BEGIN Task input

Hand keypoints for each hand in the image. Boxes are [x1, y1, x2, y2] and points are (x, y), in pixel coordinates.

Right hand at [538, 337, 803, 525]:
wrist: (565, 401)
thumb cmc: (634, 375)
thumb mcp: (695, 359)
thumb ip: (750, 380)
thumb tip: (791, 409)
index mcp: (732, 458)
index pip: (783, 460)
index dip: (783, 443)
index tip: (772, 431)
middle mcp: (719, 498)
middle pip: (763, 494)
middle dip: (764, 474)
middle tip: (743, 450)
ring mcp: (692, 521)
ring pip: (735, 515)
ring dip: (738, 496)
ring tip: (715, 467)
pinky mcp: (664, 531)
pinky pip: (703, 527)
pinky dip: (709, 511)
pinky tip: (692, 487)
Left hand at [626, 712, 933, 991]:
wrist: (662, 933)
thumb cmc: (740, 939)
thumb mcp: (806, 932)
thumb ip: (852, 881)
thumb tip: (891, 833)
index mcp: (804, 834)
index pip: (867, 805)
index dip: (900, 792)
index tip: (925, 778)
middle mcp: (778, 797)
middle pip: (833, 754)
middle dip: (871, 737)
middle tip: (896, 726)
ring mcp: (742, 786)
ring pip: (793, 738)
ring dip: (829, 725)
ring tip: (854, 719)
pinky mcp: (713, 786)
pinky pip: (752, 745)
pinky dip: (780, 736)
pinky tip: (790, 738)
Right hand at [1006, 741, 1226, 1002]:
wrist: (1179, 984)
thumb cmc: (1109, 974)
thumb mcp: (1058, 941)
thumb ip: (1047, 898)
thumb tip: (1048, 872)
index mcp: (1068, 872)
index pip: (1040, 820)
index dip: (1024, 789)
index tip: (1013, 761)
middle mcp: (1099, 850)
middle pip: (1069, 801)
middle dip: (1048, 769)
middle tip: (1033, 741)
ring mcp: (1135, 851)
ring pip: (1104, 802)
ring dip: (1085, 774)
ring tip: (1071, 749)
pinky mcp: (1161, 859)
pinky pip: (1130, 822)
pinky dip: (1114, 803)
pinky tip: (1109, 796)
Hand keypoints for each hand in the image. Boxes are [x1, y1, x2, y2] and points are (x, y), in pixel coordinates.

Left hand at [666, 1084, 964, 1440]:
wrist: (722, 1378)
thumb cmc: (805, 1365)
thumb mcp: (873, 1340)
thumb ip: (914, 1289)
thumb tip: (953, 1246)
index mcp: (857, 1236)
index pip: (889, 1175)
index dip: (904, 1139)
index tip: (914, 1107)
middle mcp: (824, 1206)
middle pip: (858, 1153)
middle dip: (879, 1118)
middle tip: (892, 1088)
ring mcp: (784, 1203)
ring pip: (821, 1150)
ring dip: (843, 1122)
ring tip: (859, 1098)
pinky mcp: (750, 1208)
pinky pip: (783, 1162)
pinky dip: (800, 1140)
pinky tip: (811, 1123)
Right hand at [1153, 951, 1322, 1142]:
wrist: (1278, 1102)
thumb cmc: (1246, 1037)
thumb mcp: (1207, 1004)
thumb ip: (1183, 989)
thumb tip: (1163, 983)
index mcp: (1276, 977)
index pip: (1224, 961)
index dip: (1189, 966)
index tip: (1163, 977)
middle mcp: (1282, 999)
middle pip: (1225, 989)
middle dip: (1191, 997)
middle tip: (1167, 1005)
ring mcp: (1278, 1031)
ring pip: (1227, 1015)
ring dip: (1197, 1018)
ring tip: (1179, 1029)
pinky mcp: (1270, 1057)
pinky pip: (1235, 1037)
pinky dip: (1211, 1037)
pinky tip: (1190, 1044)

END Task input

Retype every record above exactly as it appears.

Hand keypoints for each hand in the image. Boxes are [x1, y1, x2, y2] and points are (x, y), in pixel coordinates.

Right hand at [538, 337, 803, 525]:
wrist: (565, 401)
thumb cmc: (634, 375)
thumb mcp: (695, 359)
thumb ip: (750, 380)
thumb tip: (791, 409)
index mcp: (732, 458)
index pip: (783, 460)
index dip: (783, 443)
index tip: (772, 431)
middle mcp: (719, 498)
middle pip: (763, 494)
middle dip: (764, 474)
middle tip: (743, 450)
ring mcp: (692, 521)
ring pip: (735, 515)
ring dip: (738, 496)
ring tip: (715, 467)
pinky mcp: (664, 531)
pinky pip: (703, 527)
pinky dip: (709, 511)
pinky tip: (692, 487)
Left hand at [626, 712, 933, 991]:
wrist: (662, 933)
thumb cmc: (740, 939)
thumb mcp: (806, 932)
thumb ip: (852, 881)
thumb tip: (891, 833)
index mcp: (804, 834)
index pip: (867, 805)
index dip: (900, 792)
index tip: (925, 778)
middle mcp: (778, 797)
middle pip: (833, 754)
middle dip: (871, 737)
middle tip: (896, 726)
ring mcp: (742, 786)
ring pip: (793, 738)
ring dip: (829, 725)
ring tip: (854, 719)
pinky mcp: (713, 786)
pinky pip: (752, 745)
pinky dip: (780, 736)
pinky tip: (790, 738)
Right hand at [1006, 741, 1226, 1002]:
wrist: (1179, 984)
thumb cmc: (1109, 974)
thumb mcp: (1058, 941)
thumb ip: (1047, 898)
thumb tip: (1048, 872)
index mcp: (1068, 872)
index pip: (1040, 820)
index dip: (1024, 789)
index tip: (1013, 761)
middle mcp: (1099, 850)
middle pip: (1069, 801)
middle dip: (1048, 769)
middle tip: (1033, 741)
ring mcp: (1135, 851)
ring pip: (1104, 802)
ring dip: (1085, 774)
ring tip: (1071, 749)
pinky mcp: (1161, 859)
pinky pip: (1130, 822)
pinky dip: (1114, 803)
pinky tip: (1109, 796)
Hand keypoints for each hand in the image. Boxes are [x1, y1, x2, y2] and points are (x, y), in pixel coordinates.

Left hand at [666, 1084, 964, 1440]:
wrist: (722, 1378)
thumb cmc: (805, 1365)
thumb mcp: (873, 1340)
thumb ip: (914, 1289)
thumb tip: (953, 1246)
index mcp: (857, 1236)
index pip: (889, 1175)
index dip: (904, 1139)
index tip: (914, 1107)
middle mcp: (824, 1206)
middle pip: (858, 1153)
middle dip: (879, 1118)
middle tip: (892, 1088)
ring mcp: (784, 1203)
ring pip: (821, 1150)
ring dip: (843, 1122)
ring tip: (859, 1098)
pinky mcp: (750, 1208)
pinky pip: (783, 1162)
pinky dip: (800, 1140)
pinky tip: (811, 1123)
Right hand at [1153, 951, 1322, 1142]:
wrist: (1278, 1102)
thumb cmc: (1246, 1037)
thumb mcp: (1207, 1004)
thumb ip: (1183, 989)
thumb tip: (1163, 983)
index mcp: (1276, 977)
index pip: (1224, 961)
index dip: (1189, 966)
index tip: (1163, 977)
middle mcp: (1282, 999)
middle pip: (1225, 989)
middle dip: (1191, 997)
middle tip: (1167, 1005)
ring mcp: (1278, 1031)
ring pip: (1227, 1015)
ring dip: (1197, 1018)
ring tip: (1179, 1029)
pinky mcp: (1270, 1057)
pinky pip: (1235, 1037)
pinky dip: (1211, 1037)
pinky tip: (1190, 1044)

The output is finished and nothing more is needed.